# does wax ever go bad?



## bakesale (Nov 28, 2008)

Should still be good, there is nothing perishable inside wax and the chemicals are quite stable.


----------



## earl_je (Oct 20, 2009)

my guess is it's just dried up, but should still be fine once melted on the board.. fragrance might not be there anymore, but that's not important.


----------



## bakesale (Nov 28, 2008)

earl_je said:


> my guess is it's just dried up, but should still be fine once melted on the board.. fragrance might not be there anymore, but that's not important.


Snowboard wax shouldn't be fragrant. The oils in fragrance wouldn't be good for a snowboard.


----------



## Mr. Polonia (Apr 5, 2009)

earl_je said:


> fragrance might not be there anymore, but that's not important.


i always thought fragrance made u go faster:dunno:


----------



## gallagher83 (Jan 8, 2010)

i have a bar of rub on wax not hot wax and it smells good


----------



## Mr. Polonia (Apr 5, 2009)

gallagher83 said:


> i have a bar of rub on wax not hot wax and it smells good


it prob smells really good as its rubbed off after 30yds of riding:laugh:


----------



## krazykunuck (Feb 18, 2010)

ralph:... i smell burnnninnngg...


----------



## Guest (Mar 17, 2010)

Mr. Polonia said:


> it prob smells really good as its rubbed off after 30yds of riding:laugh:


:laugh:

but yeah, wax doesn't go bad as far as I know...


----------



## gallagher83 (Jan 8, 2010)

that what i have


----------



## earl_je (Oct 20, 2009)

Snowolf said:


> Have you taken a whiff of One Ball Jay wax? That shit smells good enough to eat.....
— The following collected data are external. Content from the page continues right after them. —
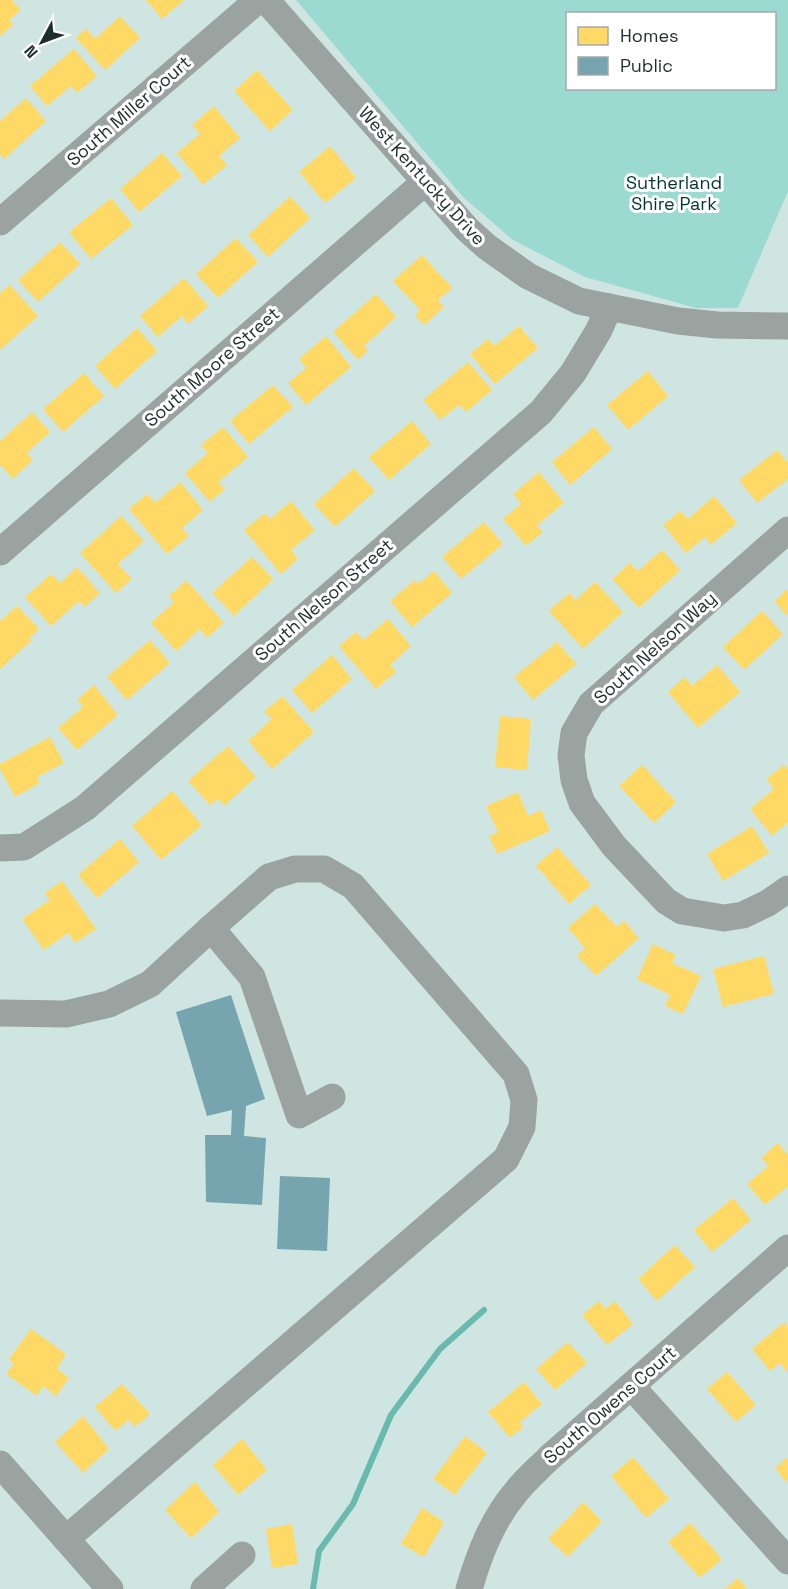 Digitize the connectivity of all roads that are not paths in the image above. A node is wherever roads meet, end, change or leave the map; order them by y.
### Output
1 (258, 0) edge
2 (266, 0) edge
3 (425, 182) junction
4 (0, 222) edge
5 (609, 307) junction
6 (788, 326) edge
7 (788, 530) edge
8 (0, 552) edge
9 (0, 848) edge
10 (788, 889) edge
11 (211, 928) junction
12 (0, 1013) edge
13 (332, 1097) dead end
14 (788, 1248) edge
15 (632, 1386) junction
16 (0, 1464) edge
17 (66, 1539) junction
18 (242, 1555) dead end
19 (788, 1561) edge
20 (110, 1589) edge
21 (204, 1589) edge
22 (469, 1589) edge

1 - 4 street, South Miller Court
2 - 3 street, West Kentucky Drive
3 - 5 street, West Kentucky Drive
3 - 8 street, South Moore Street
5 - 6 street, West Kentucky Drive
5 - 9 street, South Nelson Street
7 - 10 street, South Nelson Way
11 - 12 street
11 - 13 street
11 - 17 street
14 - 15 street, South Owens Court
15 - 19 street
15 - 22 street, South Owens Court
16 - 17 street
17 - 20 street
18 - 21 street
That's what I meant. Apparently, these guys have had so many face plants their sense of olfaction is all messed up! 

The Dakine bar I use smells like bubblegum... :cheeky4:


----------



## Guest (Mar 19, 2010)

Snowolf said:


> Have you taken a whiff of One Ball Jay wax? That shit smells good enough to eat.....


Damn right! First chunk I bought from One Ball Jay made my board smell like piña coladas.


----------



## RidePowder (Oct 30, 2008)

God you guys should smell the bluebird blueberry all temp wax. Ive still got 4 shop bars of it and it smells like candy! so good.

Please show data on how fragrance oils are bad for PE? Ive taken composite engineering classes and the only things that Ive taken out of it is dont spill gasoline on your base (or other like chemicals that degrade plastic), dont leave an iron alone on your base, try to avoid dropping an entire packet of epoxy on it at one time (base not gouge) etc.. I cant see any reason why any oils that cause fragrance would degrade the UHWMPE that your base is made out of


----------



## Guest (Mar 19, 2010)

RidePowder said:


> God you guys should smell the bluebird blueberry all temp wax. Ive still got 4 shop bars of it and it smells like candy! so good.


I'll have to check that out new time I head out to the LBS. Sounds good.


----------



## freshy (Nov 18, 2009)

Haha I love the small of melting wax in the morning. Surf wax smells really good too.


----------